What is cystic fibrosis Physiopedia?

Cystic Fibrosis is

an inherited disease of the mucus and sweat glands

(exocrine glands) affecting mostly the lungs, liver, pancreas and intestines. It causes damage to lung tissue, inflammation, and acute susceptibility to bacterial infections.

What is postural drainage and percussion?

Postural drainage and percussion (PD&P) are

often used together to help clear the lungs and airway in cystic fibrosis

(CF). … Postural drainage and percussion (PD&P) uses both gravity and percussion to loosen thick, sticky mucus from the airways. Once loose, the mucus can be removed by coughing.

What is the management of cystic fibrosis?

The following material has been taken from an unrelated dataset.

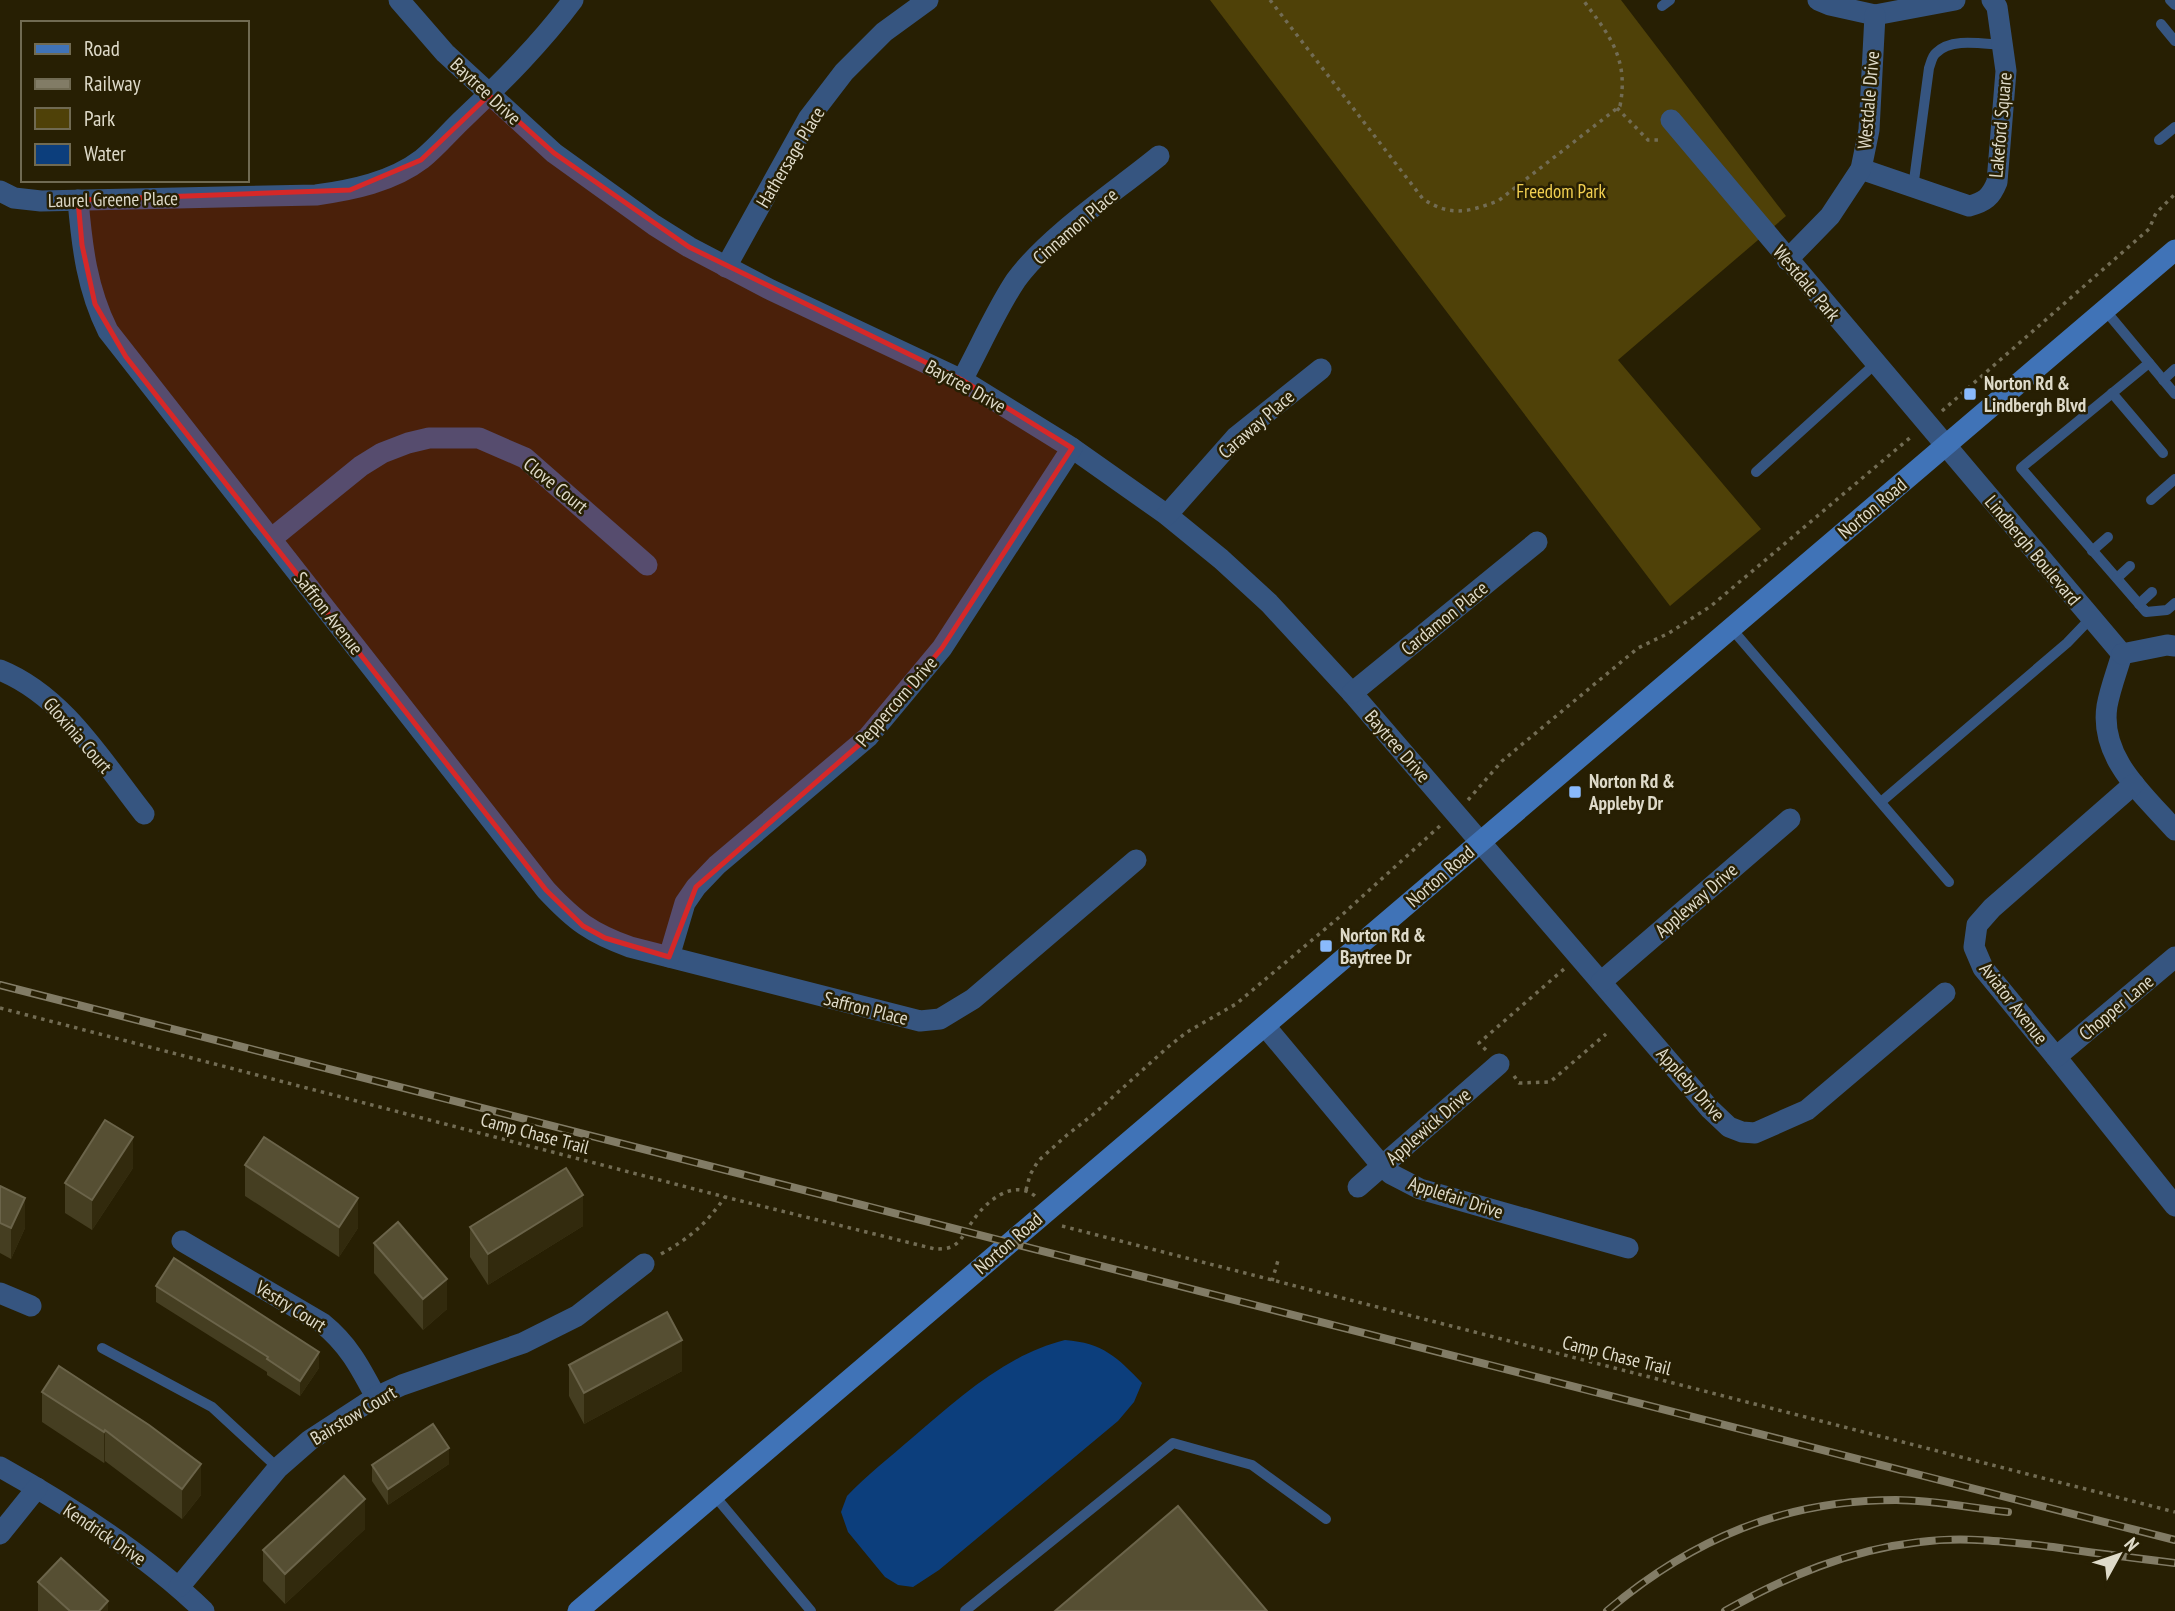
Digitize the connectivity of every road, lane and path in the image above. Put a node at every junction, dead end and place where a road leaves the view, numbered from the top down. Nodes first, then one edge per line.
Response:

How Cystic Fibrosis Is Treated. There have been many advances in CF treatment. Patients can take

medications to help thin and clear the thick mucus from

the airways, enzymes to help absorb fat and nutrients, and antibiotics to treat infections. There are also new treatments that target fixing the CFTR protein.

What is the most common mutation found in cystic fibrosis?

The most common CF mutation,

F508del

, is primarily considered to be a processing mutation. The F508del mutation removes a single amino acid from the CFTR protein.

Which organelle is affected by cystic fibrosis?

In most kids with cystic fibrosis, says Balch, the CFTR protein gets stuck inside the cells in a cell organelle known as

the endoplasmic reticulum

—a convoluted membranous sac within the cell where the synthesis of proteins like CFTR and other vital cell functions take place.

Why does cystic fibrosis cause bacterial infections?

People with cystic fibrosis are prone to infections

because of the thick, sticky mucus that clogs their airways

.

What is bacterial colonization in cystic fibrosis?

People with cystic fibrosis are often colonized with

bacteria

, especially in the mucous and airways. If the organisms begin to invade tissues and cause damage or make the person sick, the colonization becomes an infection.

What is the causative agent of pneumonia?

Viruses, bacteria, and fungi can all cause pneumonia. In the United States, common causes of viral pneumonia are influenza, respiratory syncytial virus (RSV), and SARS-CoV-2 (the virus that causes COVID-19). A common cause of bacterial pneumonia is

Streptococcus pneumoniae

(pneumococcus).

What is the nursing management of cystic fibrosis?

Nursing care plan for clients with cystic fibrosis includes

maintaining adequate oxygenation

, promoting measures to remove pulmonary secretions, emphasizing the importance of adequate fluid and dietary intake, ensuring adequate nutrition, and preventing complications.

Why do CF patients take enzymes?

With cystic fibrosis, the same thick mucus that fills the lungs also keeps the pancreas from releasing enzymes that the body needs to digest food. This condition is called pancreatic insufficiency. Almost all people with cystic fibrosis need to take extra

enzymes to make up for what their pancreas can’t do

.

What does a cystic fibrosis nurse do?

Your CF nurse is

your primary contact

and is there to address your concerns, answer questions or direct you to the right CF care team member when discussing a specific part of your treatment plan. CF nurses also have the primary responsibility of providing CF education at initial diagnosis and throughout life.